I wheeled toward my office door to yell for my secretary Francie to come and help me find this earring on the floor, and as I wheeled I heard this, “Clunk-clunk, clunk-clunk, clunk-clunk.” I had impaled this gold earring on the tire of my wheelchair. I felt awful. I mean, these were expensive earrings. So Francie got down on her knees and she plucked the earring off of my tire.
It was, ladies, a mangled mess. I was devastated. Well, that weekend I took the set of earrings to a local jeweler at the mall, and I put the set right there on the counter and said to the jeweler, “Sir, can you please make this mangled earring right here look like this really nice earring here?”
And he rubbed his chin, and he looked at them, and he said, “Well, lady, I can’t make that one look like this one, but I can make this one look like that one!” I couldn’t believe it! I said, “Sir, no, I mean, these are good earrings! These are really expensive!” “Sweetheart,” he said, “don’t worry. I’m an expert at doing this.”
So there he goes in the back with my earrings, and I hear this, “Bang, bang, bang, bang.” When he came out, I couldn’t believe it. The earrings were beautiful.
I mean, because they had so many more crinkles and bends and cracks in them now, they really reflected the light so much more beautifully.

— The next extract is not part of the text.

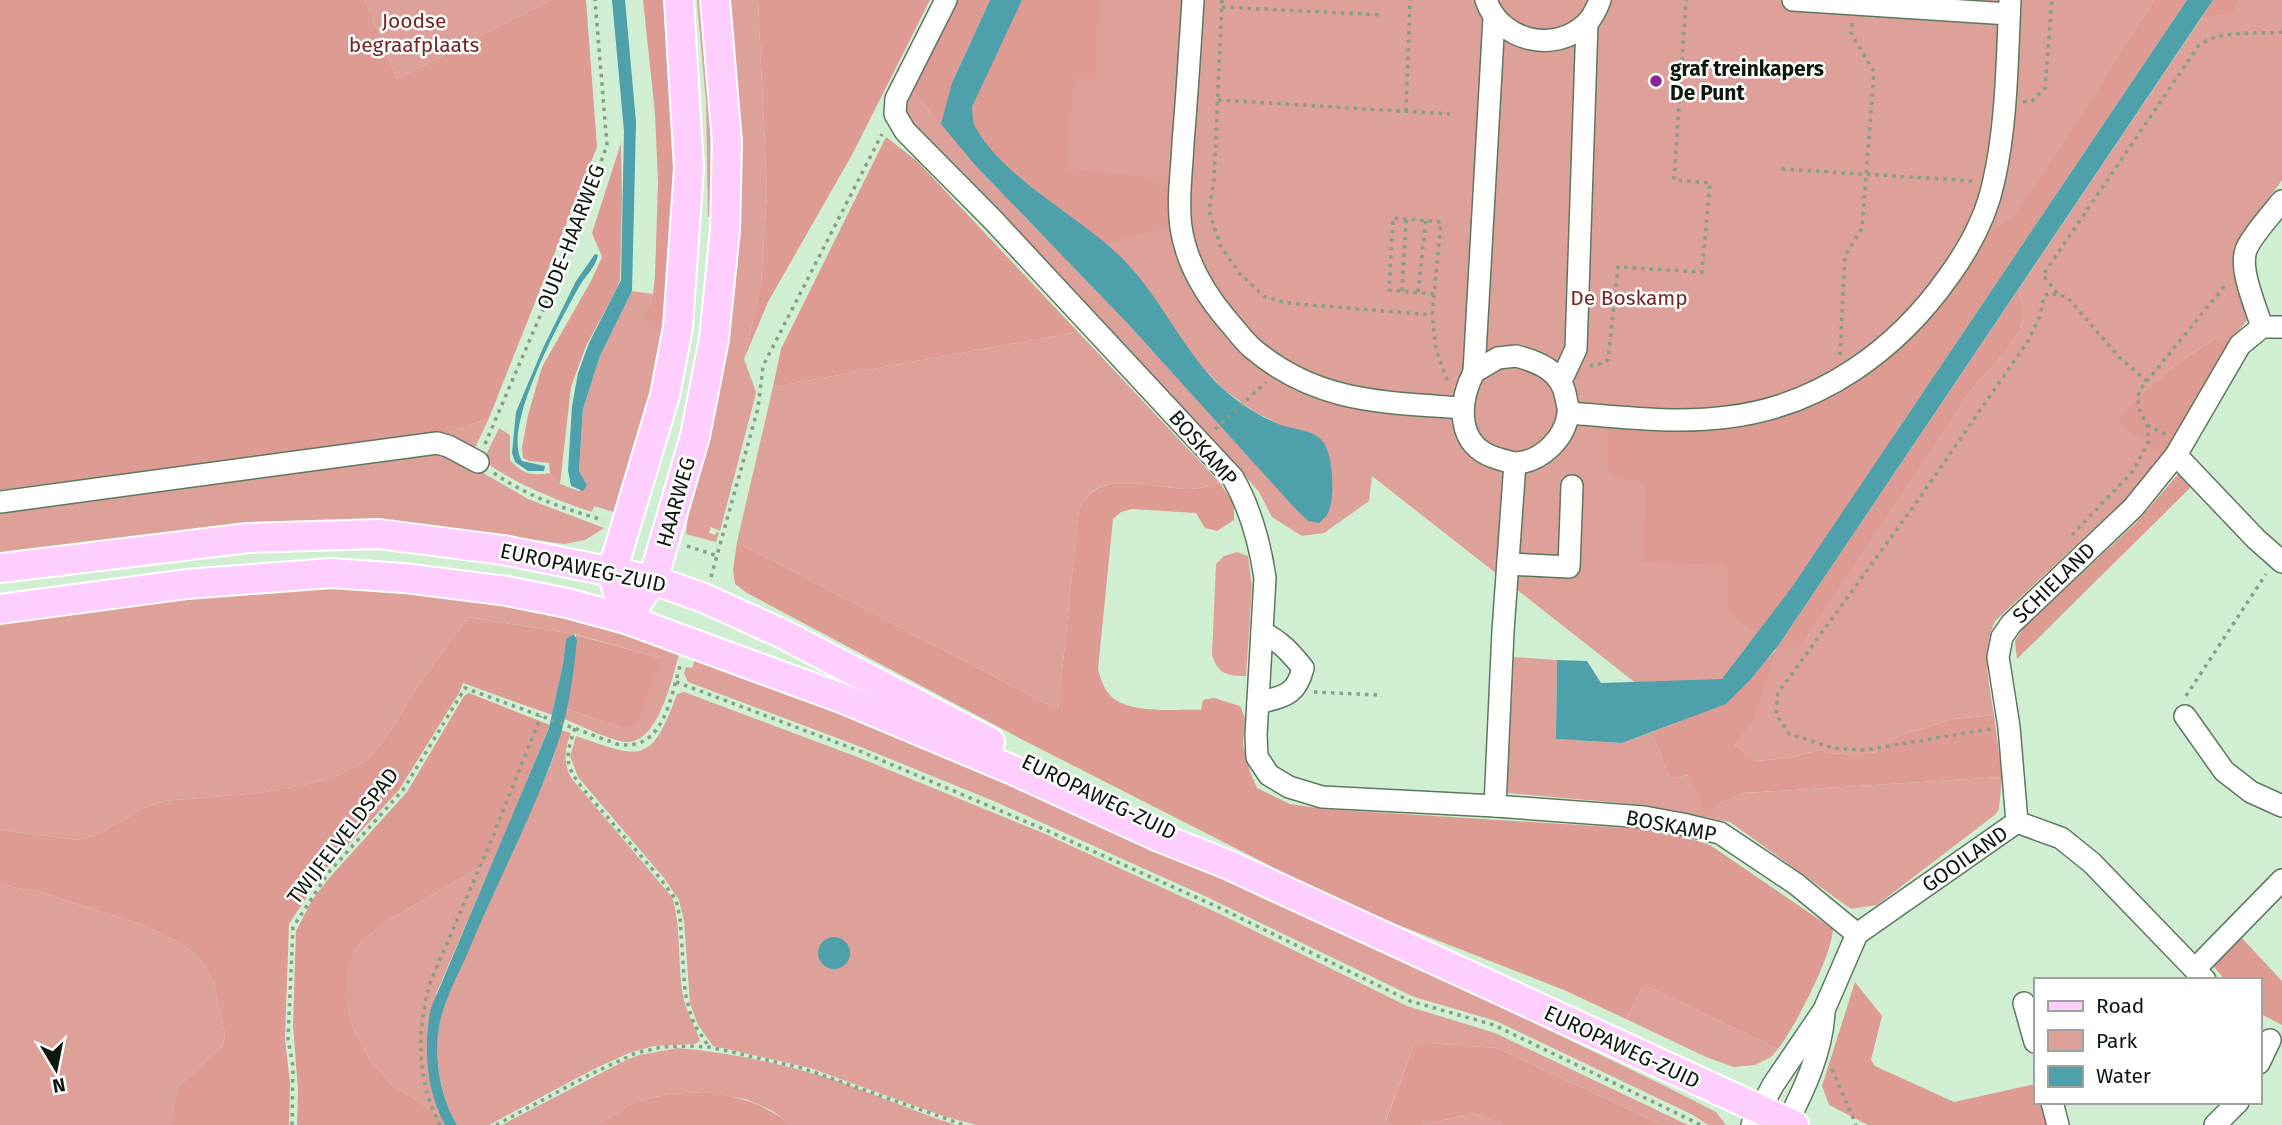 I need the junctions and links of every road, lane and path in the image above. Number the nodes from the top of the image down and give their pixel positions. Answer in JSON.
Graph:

Those earrings were never the same. Those earrings were changed into a different shape, and believe me, they are all the better for the battering.
In fact, I’m wearing them right here. I usually don’t wear earrings this big, unless I’m in Texas, but I thought I’d wear them today just to show you these earrings are unique. Like I said, they catch the light in a way that they never did before. They are unlike any other piece of jewelry I have, and that makes them all the more precious.
David Jeremiah recently said this quote about Moses:  God spent the first 40 years of his life teaching him he was somebody, the second 40 years of his life teaching him he was nobody and the third 40 years of his life teaching him that God can make a nobody a somebody.
Psalm 57:2 says, “I will cry to God Most High, To God who accomplishes all things for me” and Ps 138:8 says, “The Lord will accomplish what concerns me.” Isn’t it great that it doesn’t say this only applies to those who are young?
Ps 92:14 ~ They will still yield fruit in old age; They shall be full of sap and very green. And you all are!